**Dataset entries:**
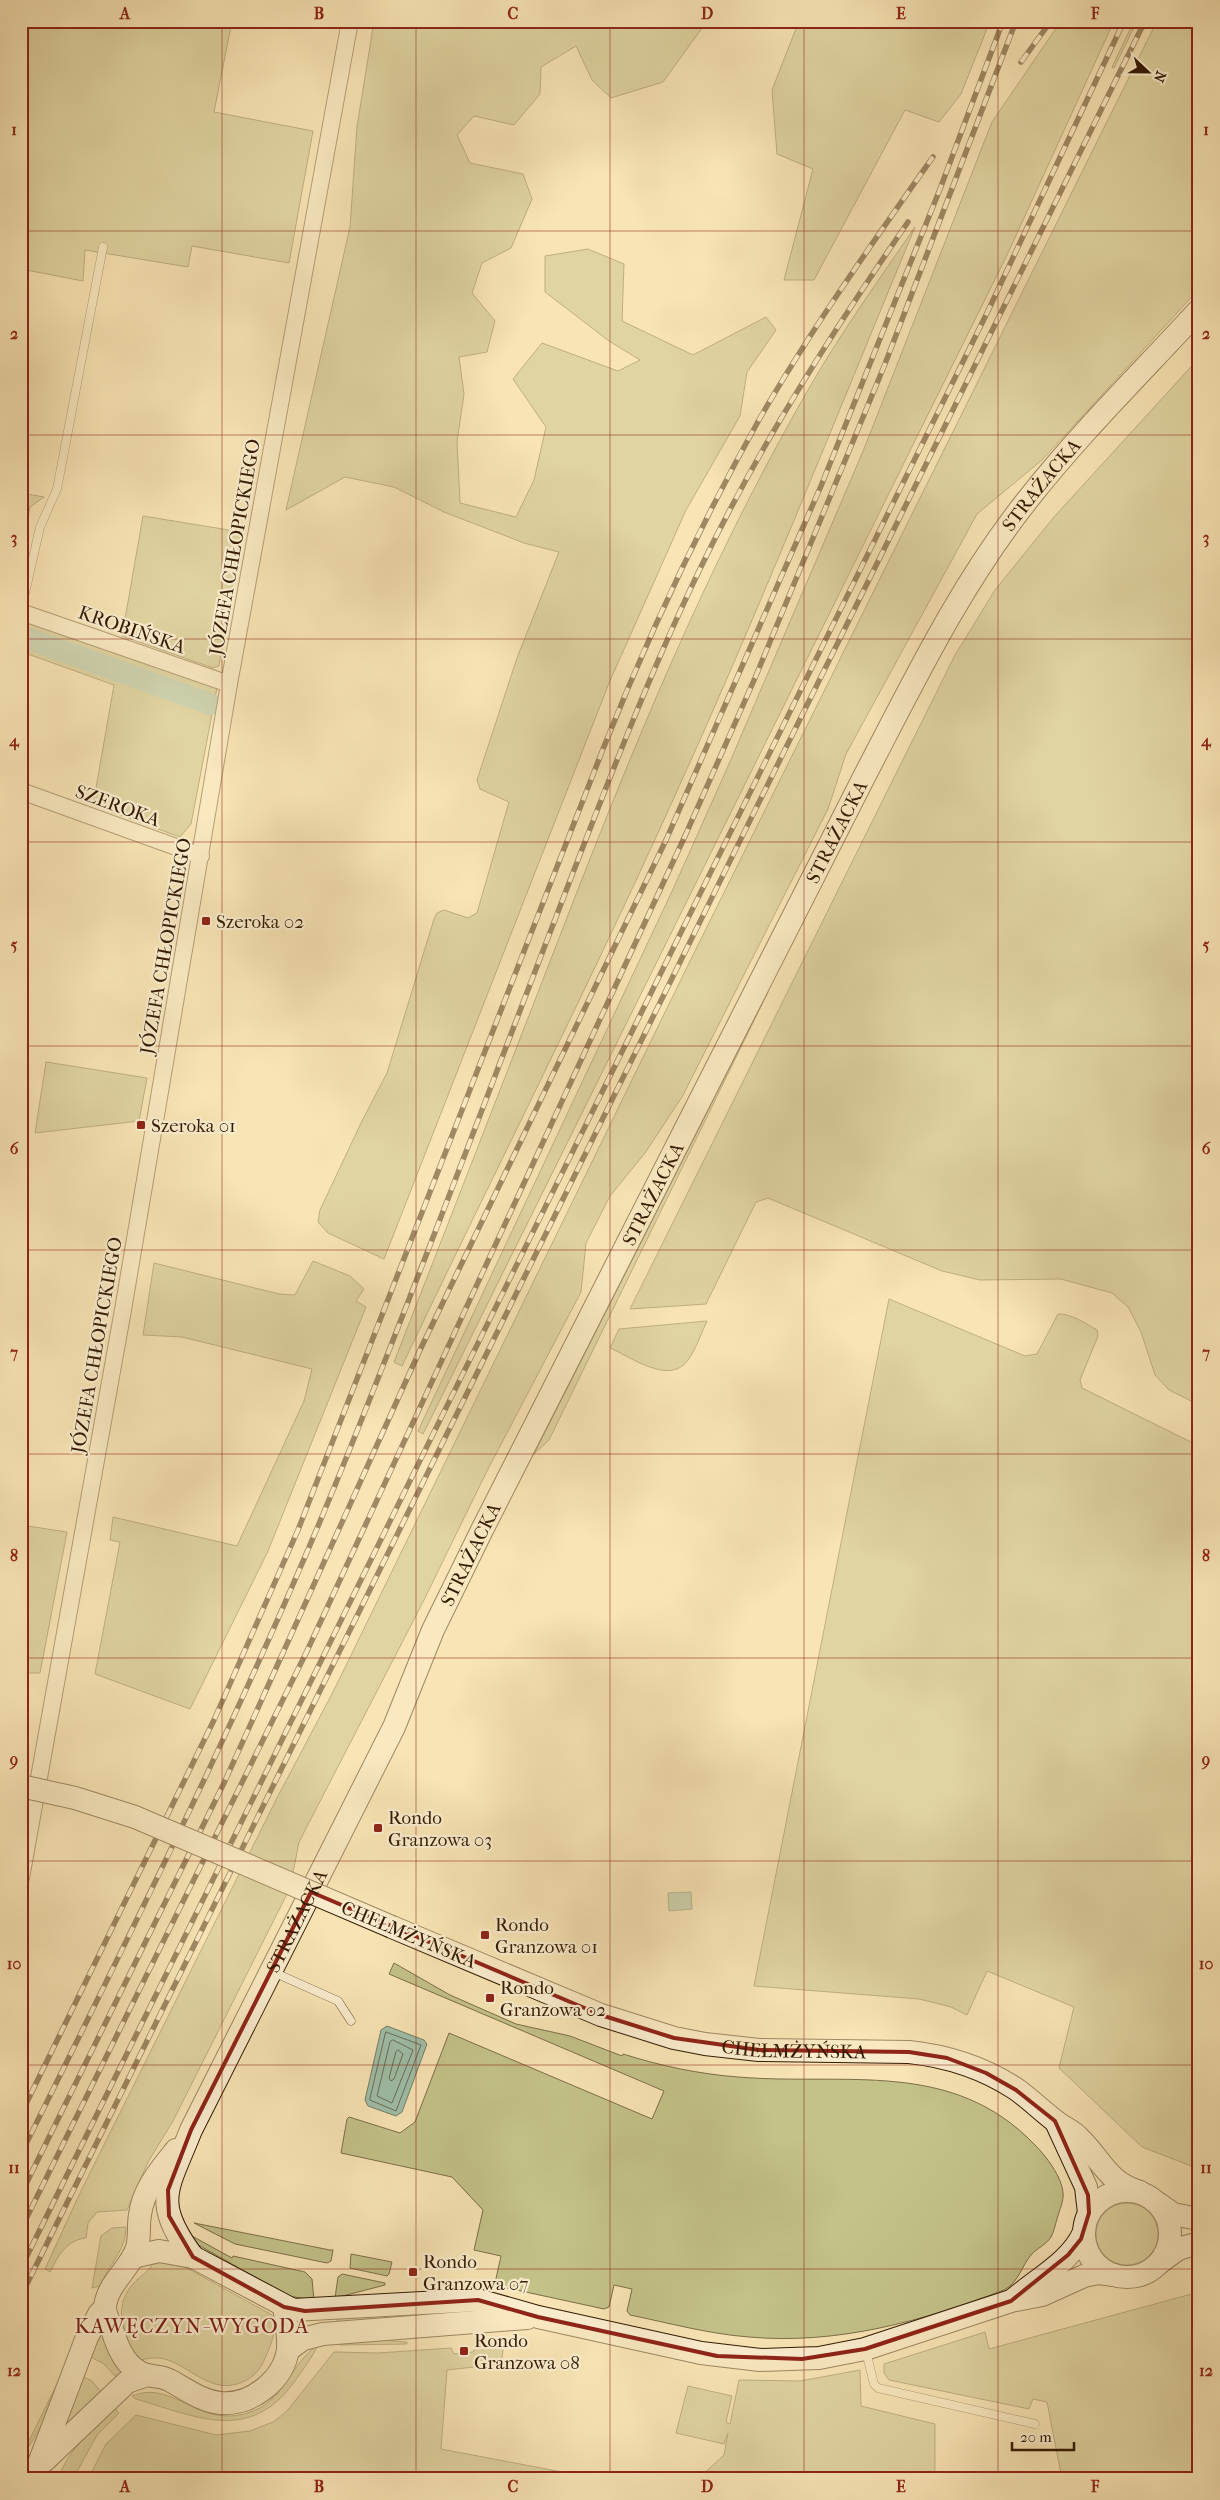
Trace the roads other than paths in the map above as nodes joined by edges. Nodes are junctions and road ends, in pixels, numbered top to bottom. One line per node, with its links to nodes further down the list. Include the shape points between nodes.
1 (350, 21): 5 (street, JÓZEFA CHŁOPICKIEGO)
2 (103, 247): 4 (lane, via 57,489 40,527)
3 (1199, 310): 10 (main road, STRAŻACKA, via 1029,498 972,579 926,657 482,1530 433,1630 397,1721)
4 (21, 612): 5 (street, KROBIŃSKA)
5 (229, 684): 7 (street, JÓZEFA CHŁOPICKIEGO)
6 (21, 791): 7 (street, SZEROKA)
7 (201, 856): 9 (street, JÓZEFA CHŁOPICKIEGO)
8 (21, 1786): 12 (main road, CHEŁMŻYŃSKA, bridge, via 135,1817 601,2016 705,2044 759,2050 909,2052 959,2062 1007,2084)
9 (21, 1878)
10 (271, 1971): 11 (lane, via 338,2001); 13 (main road, STRAŻACKA)
11 (351, 2021)
12 (1055, 2121): 14 (main road, CHEŁMŻYŃSKA, via 1078,2136 1114,2180); 17 (main road, CHEŁMŻYŃSKA, via 1086,2187)
13 (191, 2130): 19 (main road, STRAŻACKA, via 166,2200 173,2226); 20 (main road, STRAŻACKA, via 145,2193 139,2240)
14 (1140, 2192): 15 (main road); 17 (main road, via 1111,2194 1095,2205)
15 (1159, 2204): 16 (main road, via 1173,2214); 21 (main road, via 1170,2224 1170,2236 1166,2252)
16 (1199, 2219)
17 (1087, 2222): 22 (main road, via 1087,2250 1094,2261); 23 (main road, via 1078,2244 1068,2255)
18 (1199, 2242): 21 (main road, via 1178,2249)
19 (193, 2256): 20 (main road, via 159,2251); 25 (main road)
20 (133, 2257): 24 (main road, via 114,2286)
21 (1156, 2266): 22 (main road, via 1136,2276)
22 (1114, 2275): 23 (main road, via 1090,2274 1042,2295)
23 (1011, 2301): 27 (main road)
24 (105, 2308): 29 (main road, via 118,2349 130,2365); 31 (main road, via 88,2337)
25 (284, 2308): 26 (main road, via 305,2311 478,2300); 28 (main road)
26 (538, 2317): 27 (main road, via 701,2353 748,2359 802,2359); 28 (main road, via 323,2334 302,2339)
27 (865, 2349): 30 (lane, via 874,2384 878,2388)
28 (288, 2350): 29 (main road, via 277,2374 267,2386 248,2399 233,2402 204,2399 160,2376)
29 (147, 2375): 31 (main road, via 127,2382)
30 (1035, 2424)
31 (36, 2472)

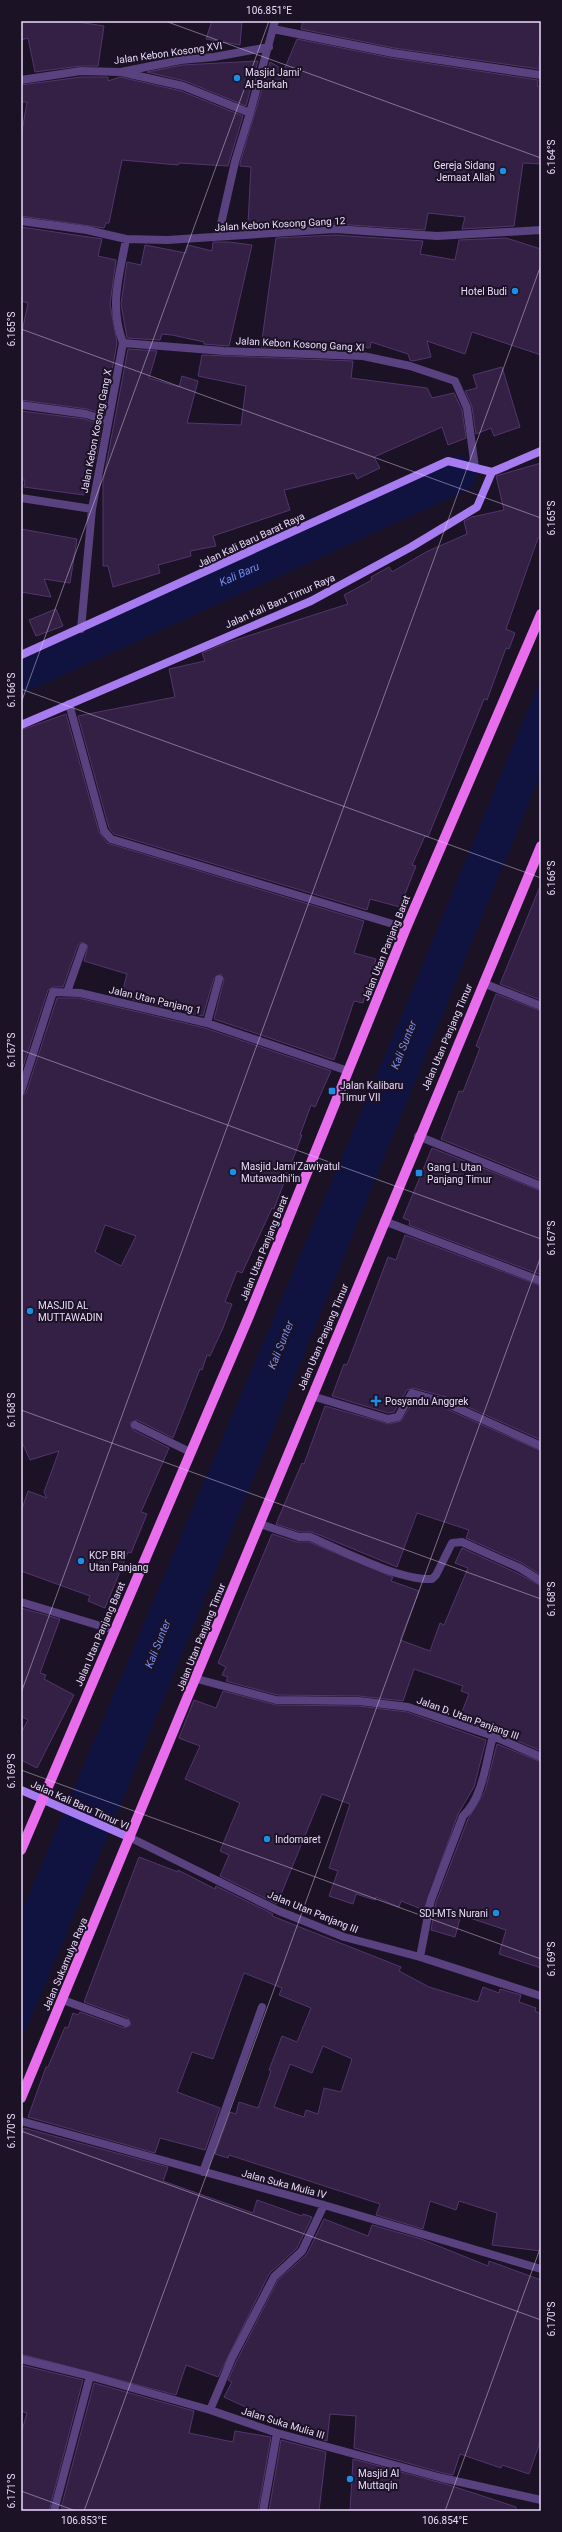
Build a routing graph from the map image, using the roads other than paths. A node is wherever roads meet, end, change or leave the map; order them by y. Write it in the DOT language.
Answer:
graph roads {
  1 [pos="274,25"];
  2 [pos="269,47"];
  3 [pos="121,72"];
  4 [pos="541,75"];
  5 [pos="21,80"];
  6 [pos="250,113"];
  7 [pos="21,221"];
  8 [pos="541,230"];
  9 [pos="218,237"];
  10 [pos="126,240"];
  11 [pos="123,343"];
  12 [pos="21,405"];
  13 [pos="108,421"];
  14 [pos="541,451"];
  15 [pos="475,468"];
  16 [pos="492,472"];
  17 [pos="21,498"];
  18 [pos="92,509"];
  19 [pos="541,614"];
  20 [pos="81,629"];
  21 [pos="21,655"];
  22 [pos="69,704"];
  23 [pos="21,725"];
  24 [pos="541,846"];
  25 [pos="406,928"];
  26 [pos="83,947"];
  27 [pos="219,979"];
  28 [pos="482,983"];
  29 [pos="67,992"];
  30 [pos="541,1006"];
  31 [pos="208,1023"];
  32 [pos="348,1071"];
  33 [pos="21,1090"];
  34 [pos="418,1136"];
  35 [pos="541,1186"];
  36 [pos="384,1221"];
  37 [pos="541,1281"];
  38 [pos="312,1396"];
  39 [pos="135,1425"];
  40 [pos="541,1446"];
  41 [pos="190,1452"];
  42 [pos="260,1524"];
  43 [pos="541,1581"];
  44 [pos="21,1602"];
  45 [pos="114,1630"];
  46 [pos="197,1678"];
  47 [pos="493,1736"];
  48 [pos="541,1757"];
  49 [pos="21,1790"];
  50 [pos="42,1801"];
  51 [pos="131,1838"];
  52 [pos="21,1850"];
  53 [pos="420,1957"];
  54 [pos="541,1996"];
  55 [pos="63,2000"];
  56 [pos="262,2007"];
  57 [pos="126,2023"];
  58 [pos="21,2098"];
  59 [pos="21,2121"];
  60 [pos="203,2172"];
  61 [pos="324,2205"];
  62 [pos="541,2269"];
  63 [pos="21,2359"];
  64 [pos="90,2376"];
  65 [pos="210,2410"];
  66 [pos="277,2433"];
  67 [pos="541,2500"];
  68 [pos="54,2511"];
  69 [pos="263,2511"];
  1 -- 2 [label="street"];
  1 -- 4 [label="street"];
  2 -- 3 [label="street, Jalan Kebon Kosong XVI"];
  2 -- 6 [label="street"];
  3 -- 5 [label="street, Jalan Kebon Kosong XVI"];
  3 -- 6 [label="street"];
  6 -- 9 [label="street"];
  7 -- 10 [label="street, Jalan Kebon Kosong Gang 12"];
  8 -- 9 [label="street, Jalan Kebon Kosong Gang 12"];
  9 -- 10 [label="street, Jalan Kebon Kosong Gang 12"];
  10 -- 11 [label="street, Jalan Kebon Kosong Gang X"];
  11 -- 13 [label="street, Jalan Kebon Kosong Gang X"];
  11 -- 15 [label="street, Jalan Kebon Kosong Gang XI"];
  12 -- 13 [label="street"];
  13 -- 18 [label="street, Jalan Kebon Kosong Gang X"];
  14 -- 16 [label="street"];
  15 -- 16 [label="street, Jalan Kali Baru Barat Raya"];
  15 -- 20 [label="street, Jalan Kali Baru Barat Raya"];
  16 -- 22 [label="street, Jalan Kali Baru Timur Raya"];
  17 -- 18 [label="street"];
  18 -- 20 [label="street, Jalan Kebon Kosong Gang X"];
  19 -- 25 [label="main road, Jalan Utan Panjang Barat"];
  20 -- 21 [label="street, Jalan Kali Baru Barat Raya"];
  22 -- 23 [label="street, Jalan Kali Baru Timur Raya"];
  22 -- 25 [label="street"];
  24 -- 28 [label="main road, Jalan Utan Panjang Timur"];
  25 -- 32 [label="main road, Jalan Utan Panjang Barat"];
  26 -- 29 [label="street"];
  27 -- 31 [label="street"];
  28 -- 30 [label="street"];
  28 -- 34 [label="main road, Jalan Utan Panjang Timur"];
  29 -- 31 [label="street, Jalan Utan Panjang 1"];
  29 -- 33 [label="street"];
  31 -- 32 [label="street, Jalan Utan Panjang 1"];
  32 -- 41 [label="main road, Jalan Utan Panjang Barat"];
  34 -- 35 [label="street"];
  34 -- 36 [label="main road, Jalan Utan Panjang Timur"];
  36 -- 37 [label="street"];
  36 -- 38 [label="main road, Jalan Utan Panjang Timur"];
  38 -- 40 [label="street"];
  38 -- 42 [label="main road, Jalan Utan Panjang Timur"];
  39 -- 41 [label="street"];
  41 -- 45 [label="main road, Jalan Utan Panjang Barat"];
  42 -- 43 [label="street"];
  42 -- 46 [label="main road, Jalan Utan Panjang Timur"];
  44 -- 45 [label="street"];
  45 -- 50 [label="main road, Jalan Utan Panjang Barat"];
  46 -- 47 [label="street, Jalan D. Utan Panjang III"];
  46 -- 51 [label="main road, Jalan Utan Panjang Timur"];
  47 -- 48 [label="street, Jalan D. Utan Panjang III"];
  47 -- 53 [label="street"];
  49 -- 50 [label="street, Jalan Kali Baru Timur VI"];
  50 -- 51 [label="street, Jalan Kali Baru Timur VI"];
  50 -- 52 [label="main road, Jalan Utan Panjang Barat"];
  51 -- 53 [label="street, Jalan Utan Panjang III"];
  51 -- 55 [label="main road, Jalan Sukamulya Raya"];
  53 -- 54 [label="street, Jalan Utan Panjang III"];
  55 -- 57 [label="street"];
  55 -- 58 [label="main road, Jalan Sukamulya Raya"];
  56 -- 60 [label="street"];
  59 -- 60 [label="street, Jalan Suka Mulia IV"];
  60 -- 61 [label="street, Jalan Suka Mulia IV"];
  61 -- 62 [label="street, Jalan Suka Mulia IV"];
  61 -- 65 [label="street"];
  63 -- 64 [label="street, Jalan Suka Mulia III"];
  64 -- 65 [label="street, Jalan Suka Mulia III"];
  64 -- 68 [label="street"];
  65 -- 66 [label="street, Jalan Suka Mulia III"];
  66 -- 67 [label="street, Jalan Suka Mulia III"];
  66 -- 69 [label="street"];
}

**Exercise details:** Find every line in the records that has the word "paths". Copy those lines.

**Response area:**
Trace the roads other than paths in the map above as nodes joined by edges. Nodes are junctions and road ends, in pixels, numbered top to bottom. One line per node, with its links to nodes further down the list. Include the shape points between nodes.
Build a routing graph from the map image, using the roads other than paths. A node is wherever roads meet, end, change or leave the map; order them by y. Write it in the DOT language.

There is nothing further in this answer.